Make content in single pages searchable

Permalink 1 user found helpful
Hi,

Can anyone advise on how to include content from single pages in the C5 search index?

I have a single page which reads content from a database of job listings, so I need my single page to be able to somehow return results to the search.

thanks in advance.

Sadu
 
slafleche replied on at Permalink Reply
slafleche
Greetings,
The way concrete searches blocks is in the controller, there's a function called getSearchableContent(), which returns a searchable string. Example:

public function getSearchableContent() {
$content = array();
$content[0] = $this->field_1;
$content[1] = $this->field_2;
$content[2] = $this->field_3;
return implode(' - ', $content);
}

I'm not sure if it'll work for single pages, but you can have a controller for it.
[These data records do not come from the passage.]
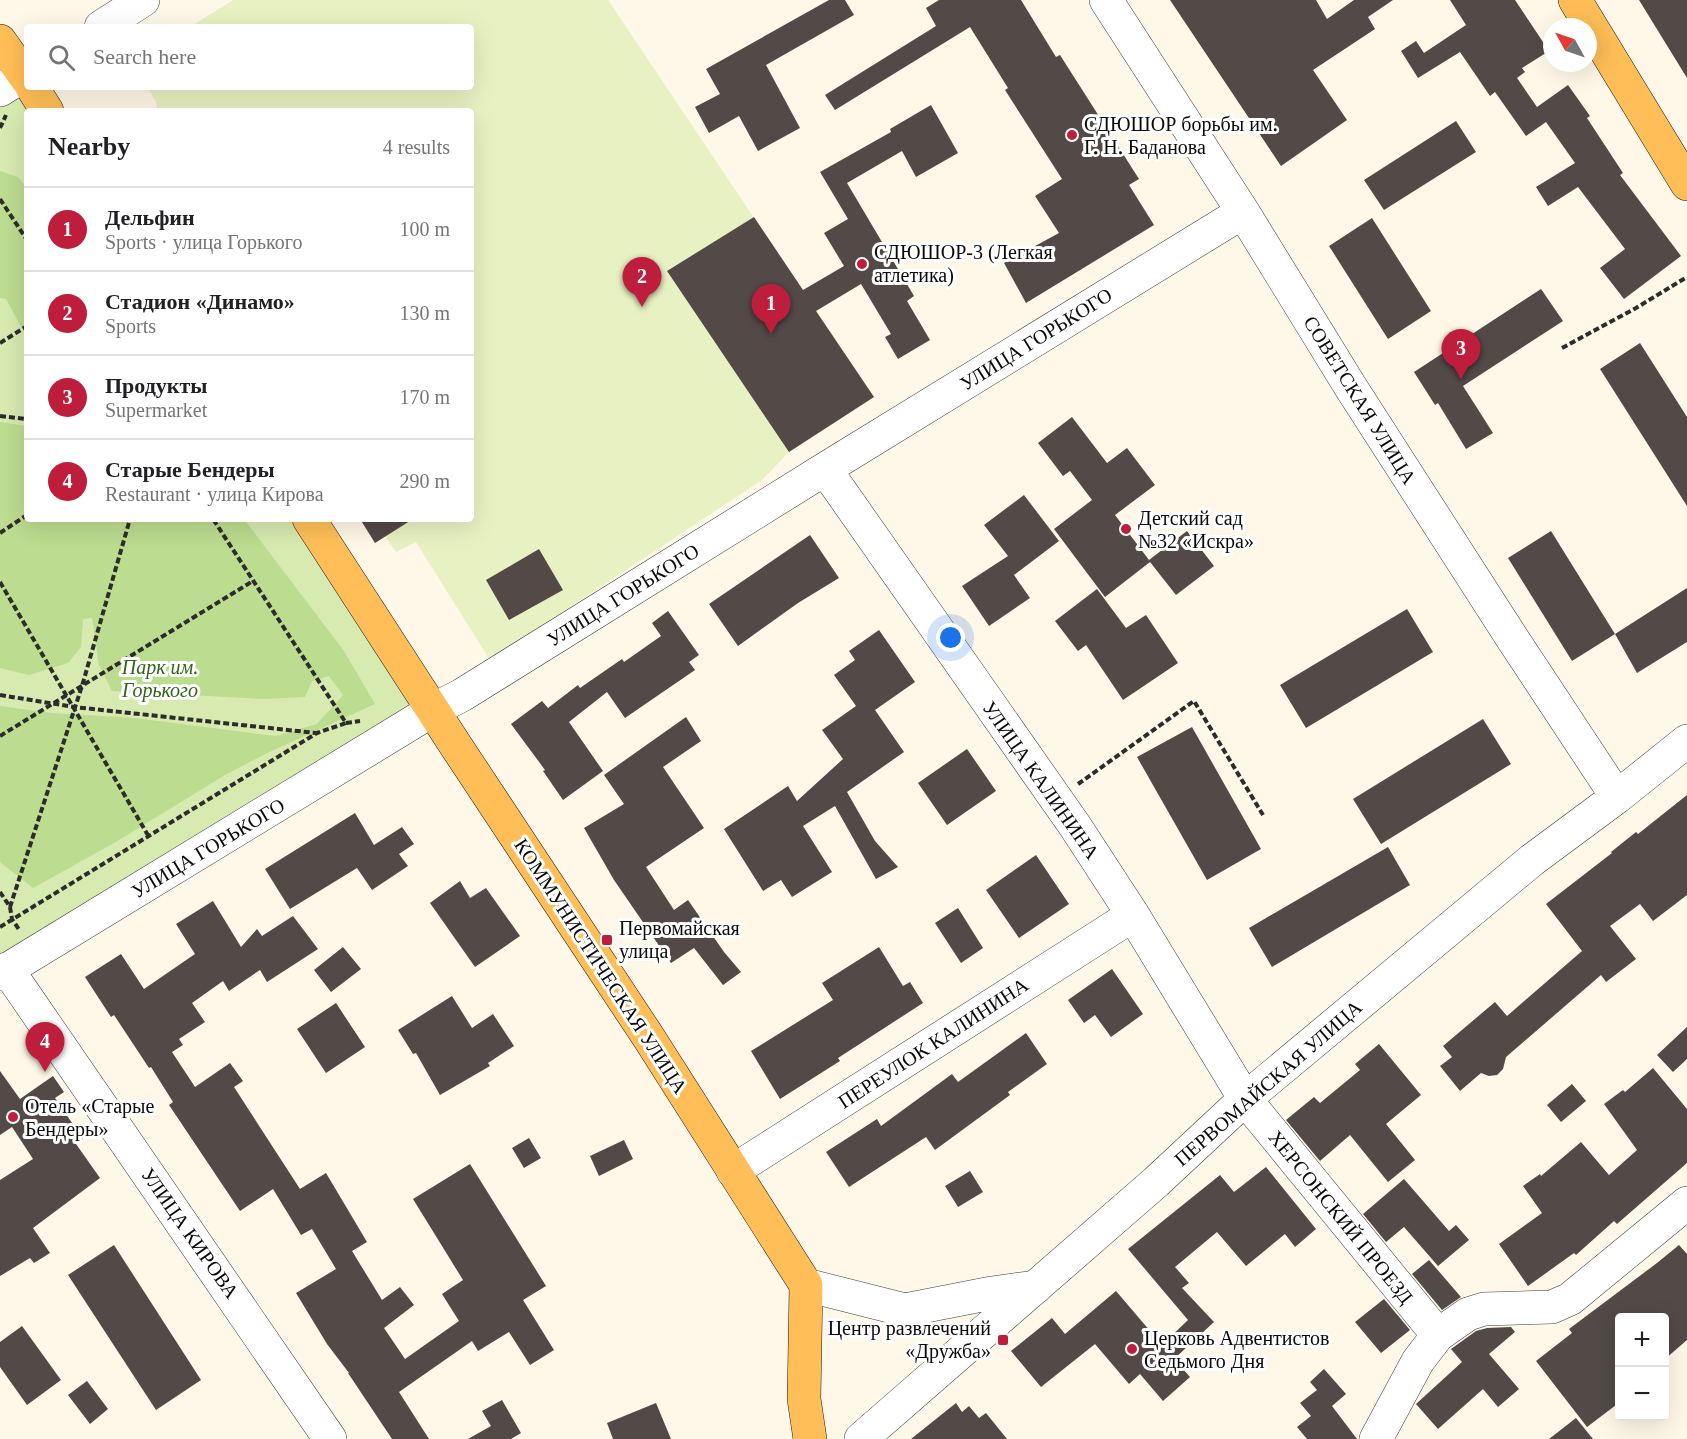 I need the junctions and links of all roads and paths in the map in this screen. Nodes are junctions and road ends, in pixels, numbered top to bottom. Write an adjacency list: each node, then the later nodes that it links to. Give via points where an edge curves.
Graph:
1 (143, 0): 4 (street)
2 (1106, 0): 11 (street, СОВЕТСКАЯ УЛИЦА)
3 (1575, 0): 9 (main road)
4 (106, 24)
5 (0, 41): 6 (main road)
6 (22, 81)
7 (29, 90): 8 (main road)
8 (44, 108)
9 (1687, 184)
10 (0, 199): 12 (path)
11 (1243, 212): 19 (street, УЛИЦА ГОРЬКОГО); 36 (street, СОВЕТСКАЯ УЛИЦА, via 1350,386)
12 (24, 235)
13 (1687, 277): 16 (path)
14 (24, 328): 15 (path)
15 (0, 343)
16 (1562, 348)
17 (0, 416): 18 (path)
18 (24, 419)
19 (825, 469): 32 (street, УЛИЦА ГОРЬКОГО); 37 (street, УЛИЦА КАЛИНИНА)
20 (24, 517): 24 (path)
21 (129, 522): 27 (path)
22 (215, 522): 25 (path)
23 (311, 522): 32 (main road, КОММУНИСТИЧЕСКАЯ УЛИЦА)
24 (0, 533)
25 (253, 581): 27 (path); 33 (path, via 346,723)
26 (0, 582): 29 (path)
27 (82, 686): 29 (path); 31 (path)
28 (0, 695): 30 (path)
29 (66, 695): 30 (path); 31 (path)
30 (53, 703): 31 (path); 34 (path)
31 (74, 707): 33 (path); 39 (path); 41 (path)
32 (433, 710): 45 (street, УЛИЦА ГОРЬКОГО); 47 (main road, КОММУНИСТИЧЕСКАЯ УЛИЦА)
33 (316, 733): 39 (path)
34 (0, 736)
35 (1687, 741): 36 (street, ПЕРВОМАЙСКАЯ УЛИЦА)
36 (1617, 797): 46 (street, ПЕРВОМАЙСКАЯ УЛИЦА, via 1532,860)
37 (1056, 799): 38 (path, via 1194,701); 42 (street, УЛИЦА КАЛИНИНА)
38 (1263, 815)
39 (148, 837): 43 (path)
40 (0, 892): 41 (path)
41 (10, 907): 43 (path)
42 (1133, 915): 46 (street, УЛИЦА КАЛИНИНА); 47 (street, ПЕРЕУЛОК КАЛИНИНА)
43 (12, 920): 44 (path)
44 (0, 927)
45 (3, 972): 52 (street, УЛИЦА КИРОВА)
46 (1245, 1099): 50 (street, ПЕРВОМАЙСКАЯ УЛИЦА); 51 (street, ХЕРСОНСКИЙ ПРОЕЗД)
47 (734, 1171): 49 (main road, КОММУНИСТИЧЕСКАЯ УЛИЦА)
48 (1687, 1203): 51 (street, via 1570,1299 1552,1307 1484,1309 1468,1314)
49 (806, 1285): 50 (street, via 905,1310); 53 (main road, via 804,1398)
50 (1036, 1287): 54 (street, ПЕРВОМАЙСКАЯ УЛИЦА)
51 (1438, 1335): 55 (street, via 1418,1361)
52 (330, 1439)
53 (810, 1439)
54 (861, 1439)
55 (1376, 1439)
If i remember correctly, you need a file with the same name in your theme root...

If that doesn't work, i have another idea. It's a hack, so the first option would be preferable. You could make a page that does a php include of your single page, but exclude it from nav, page lists and sitemap. You could then put a redirect on it to your desired page.

These are untested solutions, but hopefully it helps out.
Sadu replied on at Permalink Reply
Sadu
Thanks for the response, though I'm not sure either of these approaches will help in this instance.

The fundamental issue is that I am using a single page to represent hundreds of actual pages.

Eg...

example.com/jobs/ is the single page - this is a job index page.

example.com/jobs/123/ is a job detail page. It passes the Job ID (123) to the single page controller, and does a database lookup to get the job data. This page has information about (say) a web developer job. And I'd like the example.com/jobs/123/ page to appear in the search results if someone searches for "Web developer" in the search box.

What I need is for my page to be included several times in the search index database - once for each job. this doesn't seem to be possible as the primary key for the PageSearchIndex table is the cID. In this case, all my job pages have the same cID so this is a problem.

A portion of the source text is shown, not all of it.